The trial court concluded “that the principal purpose of [plaintiff’s] whole lot” was R-3 high-density residential. Because the pathway would not constitute a principal purpose of plaintiff’s lot, it did not constitute a use under the plain language of the Ordinance. The trial court further relied on Anchor Steel & Conveyer Co v Dearborn, 342 Mich 361; 70 NW2d 753 (1955), to explain that plaintiff’s proposed use of the R-1 zoned property, only for pedestrian ingress and egress, was incidental to the primary purpose of the property. Further, the trial court surmised that residents would still walk across the property to get to D Avenue, whether or not there was a pathway.

The Township now appeals.

II. ANALYSIS The Township argues on appeal that the trial court erred by holding that plaintiff was permitted to construct the pedestrian pathway on the R-1 zoned portion of the property. A party aggrieved by a decision of a zoning board of appeals may appeal to the circuit court. MCL 125.3606(1). “The decision of a zoning board of appeals should be affirmed unless it is contrary to law, based on improper procedure, not supported by competent, material, and substantial evidence on the record, or an abuse of discretion.” Janssen v Holland Charter Twp Zoning Bd of Appeals, 252 Mich App 197, 201; 651 NW2d 464 (2002). See also MCL 125.3606(1). We review

-3- de novo a circuit court’s decision in an appeal from a zoning board. Edw C Levy Co v Marine City Zoning Bd of Appeals, 293 Mich App 333, 340; 810 NW2d 621 (2011). Finally, “[w]e interpret ordinances in the same manner that we interpret statutes.” Brandon Charter Twp v Tippett, 241 Mich App 417, 422; 616 NW2d 243 (2000). Accordingly, if the language of an ordinance is clear and unambiguous, then we apply the language as written. Id. The Township argues that “this Court should grant deference to the Township’s decisions regarding land use”. As the Township asserts, MCL 125.3201(1) acknowledges a governmental interest in limiting overcrowding and congestion. In this case, however, the primary issue involves the application of uncontested facts to the Ordinance, a question of law that this Court reviews de novo. See Brandon Charter Twp, 241 Mich App at 421 n 1.

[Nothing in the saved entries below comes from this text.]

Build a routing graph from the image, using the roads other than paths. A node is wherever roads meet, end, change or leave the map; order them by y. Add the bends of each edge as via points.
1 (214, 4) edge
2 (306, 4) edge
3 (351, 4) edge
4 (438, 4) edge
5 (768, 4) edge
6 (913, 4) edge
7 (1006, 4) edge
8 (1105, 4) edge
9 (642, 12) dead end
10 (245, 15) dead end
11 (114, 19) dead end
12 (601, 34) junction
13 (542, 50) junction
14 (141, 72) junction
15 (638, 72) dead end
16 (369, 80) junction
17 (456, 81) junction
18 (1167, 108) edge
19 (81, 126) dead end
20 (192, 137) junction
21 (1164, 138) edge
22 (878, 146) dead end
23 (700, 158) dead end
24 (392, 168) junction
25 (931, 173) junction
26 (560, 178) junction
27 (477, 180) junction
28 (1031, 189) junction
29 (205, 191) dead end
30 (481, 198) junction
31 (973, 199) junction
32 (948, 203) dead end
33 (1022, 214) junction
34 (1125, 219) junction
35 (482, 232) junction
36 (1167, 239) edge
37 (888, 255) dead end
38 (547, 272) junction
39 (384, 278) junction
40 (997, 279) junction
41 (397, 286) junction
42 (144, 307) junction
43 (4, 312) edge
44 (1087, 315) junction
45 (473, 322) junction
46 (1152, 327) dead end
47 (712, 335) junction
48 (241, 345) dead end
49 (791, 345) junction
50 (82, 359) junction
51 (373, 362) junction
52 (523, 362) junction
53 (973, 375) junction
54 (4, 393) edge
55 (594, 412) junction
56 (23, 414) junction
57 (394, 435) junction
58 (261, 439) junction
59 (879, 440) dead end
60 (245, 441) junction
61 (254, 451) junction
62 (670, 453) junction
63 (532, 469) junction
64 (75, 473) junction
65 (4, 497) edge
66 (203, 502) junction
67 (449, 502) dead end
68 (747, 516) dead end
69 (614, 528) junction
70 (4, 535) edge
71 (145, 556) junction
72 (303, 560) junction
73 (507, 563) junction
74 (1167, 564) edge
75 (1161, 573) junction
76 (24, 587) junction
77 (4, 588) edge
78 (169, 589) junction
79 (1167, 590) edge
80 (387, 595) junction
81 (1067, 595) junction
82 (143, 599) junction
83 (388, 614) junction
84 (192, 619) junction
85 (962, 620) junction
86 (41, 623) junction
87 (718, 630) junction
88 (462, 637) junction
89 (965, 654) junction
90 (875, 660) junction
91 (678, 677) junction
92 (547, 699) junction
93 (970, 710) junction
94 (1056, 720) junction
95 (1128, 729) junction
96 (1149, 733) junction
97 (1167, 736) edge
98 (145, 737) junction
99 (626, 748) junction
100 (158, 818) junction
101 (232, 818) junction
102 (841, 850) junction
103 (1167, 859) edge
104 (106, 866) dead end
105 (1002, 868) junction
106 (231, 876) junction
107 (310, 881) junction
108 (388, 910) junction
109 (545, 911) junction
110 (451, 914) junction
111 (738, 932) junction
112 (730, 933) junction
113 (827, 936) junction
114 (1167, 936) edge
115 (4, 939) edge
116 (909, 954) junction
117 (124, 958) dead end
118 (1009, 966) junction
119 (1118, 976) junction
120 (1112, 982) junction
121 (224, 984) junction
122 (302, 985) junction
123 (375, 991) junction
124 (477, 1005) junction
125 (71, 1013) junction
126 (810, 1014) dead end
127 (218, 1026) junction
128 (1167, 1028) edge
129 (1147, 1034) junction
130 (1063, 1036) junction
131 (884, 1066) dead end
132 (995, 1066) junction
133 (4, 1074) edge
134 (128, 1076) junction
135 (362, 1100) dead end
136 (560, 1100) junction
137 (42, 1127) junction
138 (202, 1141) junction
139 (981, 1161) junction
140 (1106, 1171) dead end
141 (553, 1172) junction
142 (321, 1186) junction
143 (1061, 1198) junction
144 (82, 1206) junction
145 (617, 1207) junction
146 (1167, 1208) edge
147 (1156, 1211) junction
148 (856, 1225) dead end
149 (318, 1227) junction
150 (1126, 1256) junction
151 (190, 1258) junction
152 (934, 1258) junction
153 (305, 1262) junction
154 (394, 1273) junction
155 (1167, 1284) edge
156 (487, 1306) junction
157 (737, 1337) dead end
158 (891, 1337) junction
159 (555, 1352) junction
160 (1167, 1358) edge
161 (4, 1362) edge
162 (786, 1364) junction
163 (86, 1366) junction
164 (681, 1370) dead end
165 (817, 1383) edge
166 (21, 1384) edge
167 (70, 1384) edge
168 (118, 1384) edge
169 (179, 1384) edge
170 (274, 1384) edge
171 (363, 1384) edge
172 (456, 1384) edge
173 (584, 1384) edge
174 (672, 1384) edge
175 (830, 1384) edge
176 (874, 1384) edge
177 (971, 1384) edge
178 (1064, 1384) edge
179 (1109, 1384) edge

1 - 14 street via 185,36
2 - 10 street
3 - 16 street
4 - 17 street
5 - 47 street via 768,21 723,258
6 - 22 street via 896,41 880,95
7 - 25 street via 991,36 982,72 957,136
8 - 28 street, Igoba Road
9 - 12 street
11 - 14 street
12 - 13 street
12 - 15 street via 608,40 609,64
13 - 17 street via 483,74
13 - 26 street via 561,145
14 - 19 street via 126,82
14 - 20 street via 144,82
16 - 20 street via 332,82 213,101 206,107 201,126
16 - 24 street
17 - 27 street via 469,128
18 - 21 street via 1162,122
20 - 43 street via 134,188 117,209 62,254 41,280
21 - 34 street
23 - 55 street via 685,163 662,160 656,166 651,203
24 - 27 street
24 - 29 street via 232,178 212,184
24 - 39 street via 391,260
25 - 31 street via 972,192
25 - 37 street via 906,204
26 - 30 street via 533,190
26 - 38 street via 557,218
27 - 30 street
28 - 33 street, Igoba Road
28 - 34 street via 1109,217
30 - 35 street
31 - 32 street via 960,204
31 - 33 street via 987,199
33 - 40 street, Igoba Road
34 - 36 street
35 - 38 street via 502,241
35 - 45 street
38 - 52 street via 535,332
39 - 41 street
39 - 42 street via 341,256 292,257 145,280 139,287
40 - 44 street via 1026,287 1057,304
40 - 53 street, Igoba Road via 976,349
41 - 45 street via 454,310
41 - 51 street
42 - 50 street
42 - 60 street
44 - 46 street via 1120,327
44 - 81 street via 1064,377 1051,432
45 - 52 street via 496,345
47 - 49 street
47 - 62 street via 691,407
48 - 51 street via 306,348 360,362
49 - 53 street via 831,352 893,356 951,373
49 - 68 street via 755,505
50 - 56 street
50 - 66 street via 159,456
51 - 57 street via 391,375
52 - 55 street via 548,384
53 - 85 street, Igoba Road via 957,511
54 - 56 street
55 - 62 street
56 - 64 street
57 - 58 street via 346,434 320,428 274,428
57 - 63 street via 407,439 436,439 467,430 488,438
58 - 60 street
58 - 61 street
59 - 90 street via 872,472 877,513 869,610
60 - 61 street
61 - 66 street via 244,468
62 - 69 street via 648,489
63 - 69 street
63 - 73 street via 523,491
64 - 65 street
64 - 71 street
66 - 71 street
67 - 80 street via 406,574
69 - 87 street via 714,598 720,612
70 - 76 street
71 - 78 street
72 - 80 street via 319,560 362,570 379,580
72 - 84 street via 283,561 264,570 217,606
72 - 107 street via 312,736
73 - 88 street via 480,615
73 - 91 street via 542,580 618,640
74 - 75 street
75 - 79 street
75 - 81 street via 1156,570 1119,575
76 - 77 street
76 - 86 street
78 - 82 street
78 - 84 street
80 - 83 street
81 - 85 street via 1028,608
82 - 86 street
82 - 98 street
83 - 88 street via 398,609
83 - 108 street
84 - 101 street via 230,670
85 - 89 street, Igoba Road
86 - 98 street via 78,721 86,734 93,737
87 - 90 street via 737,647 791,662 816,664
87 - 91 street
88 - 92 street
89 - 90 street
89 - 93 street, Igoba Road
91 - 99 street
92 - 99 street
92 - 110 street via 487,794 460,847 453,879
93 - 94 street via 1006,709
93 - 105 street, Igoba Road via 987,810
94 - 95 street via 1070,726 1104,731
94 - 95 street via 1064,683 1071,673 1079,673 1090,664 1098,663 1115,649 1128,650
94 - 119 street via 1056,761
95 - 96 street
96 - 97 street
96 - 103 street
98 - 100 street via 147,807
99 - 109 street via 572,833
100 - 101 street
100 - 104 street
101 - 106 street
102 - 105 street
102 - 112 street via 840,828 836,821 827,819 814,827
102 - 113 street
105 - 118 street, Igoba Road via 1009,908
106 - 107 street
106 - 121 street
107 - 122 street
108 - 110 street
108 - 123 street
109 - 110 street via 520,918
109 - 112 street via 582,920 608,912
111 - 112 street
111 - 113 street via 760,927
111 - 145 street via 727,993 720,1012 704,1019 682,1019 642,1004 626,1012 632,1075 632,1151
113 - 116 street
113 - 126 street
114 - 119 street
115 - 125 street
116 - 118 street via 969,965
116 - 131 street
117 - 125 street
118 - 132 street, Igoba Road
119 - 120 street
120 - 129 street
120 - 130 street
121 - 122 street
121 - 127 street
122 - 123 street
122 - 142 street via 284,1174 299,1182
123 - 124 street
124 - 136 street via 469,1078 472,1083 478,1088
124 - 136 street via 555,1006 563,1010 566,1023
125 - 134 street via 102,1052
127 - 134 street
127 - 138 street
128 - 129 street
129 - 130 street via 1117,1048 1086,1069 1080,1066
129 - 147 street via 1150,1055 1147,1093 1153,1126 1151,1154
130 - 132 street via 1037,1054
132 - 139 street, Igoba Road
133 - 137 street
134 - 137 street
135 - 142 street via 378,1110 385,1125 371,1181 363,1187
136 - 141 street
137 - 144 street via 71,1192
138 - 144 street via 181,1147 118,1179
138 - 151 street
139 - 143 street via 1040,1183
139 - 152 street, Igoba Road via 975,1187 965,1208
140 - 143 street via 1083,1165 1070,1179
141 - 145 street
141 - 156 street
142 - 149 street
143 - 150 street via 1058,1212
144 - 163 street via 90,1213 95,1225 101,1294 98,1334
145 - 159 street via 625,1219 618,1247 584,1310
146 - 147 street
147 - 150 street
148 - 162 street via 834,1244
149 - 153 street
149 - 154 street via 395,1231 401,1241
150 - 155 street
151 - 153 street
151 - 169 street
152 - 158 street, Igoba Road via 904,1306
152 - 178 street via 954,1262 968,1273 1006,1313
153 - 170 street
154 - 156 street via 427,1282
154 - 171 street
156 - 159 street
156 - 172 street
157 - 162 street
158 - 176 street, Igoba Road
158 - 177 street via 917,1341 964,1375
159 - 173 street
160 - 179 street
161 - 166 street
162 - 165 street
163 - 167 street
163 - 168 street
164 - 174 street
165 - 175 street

The Legislature has granted municipalities the authority to regulate land use through zoning. Whitman v Galien Twp, 288 Mich App 672, 679; 808 NW2d 9 (2010). See also MCL 125.3201(1). As plaintiff argues on appeal, if a statute defines a given term, then that definition controls. Haynes v Neshewat, 477 Mich 29, 35; 729 NW2d 488 (2007).

As the Township argues, in Pittsfield Twp v Malcolm, 375 Mich 135, 142; 134 NW2d 166 (1965), our Michigan Supreme Court held that, in this type of ordinance, the “absence of the specifically stated use must be regarded as excluding that use.” Likewise, under this Ordinance, a “use” is only permissible if identified by the Ordinance. Ross Township Ordinance, § 3.4. See also Dezman v Charter Twp of Bloomfield, 513 Mich 898; 997 NW2d 42 (2023). So, according to the Township, because the pedestrian trail is not identified as a permissible use under R-1 zoning, the trail must be an excluded use.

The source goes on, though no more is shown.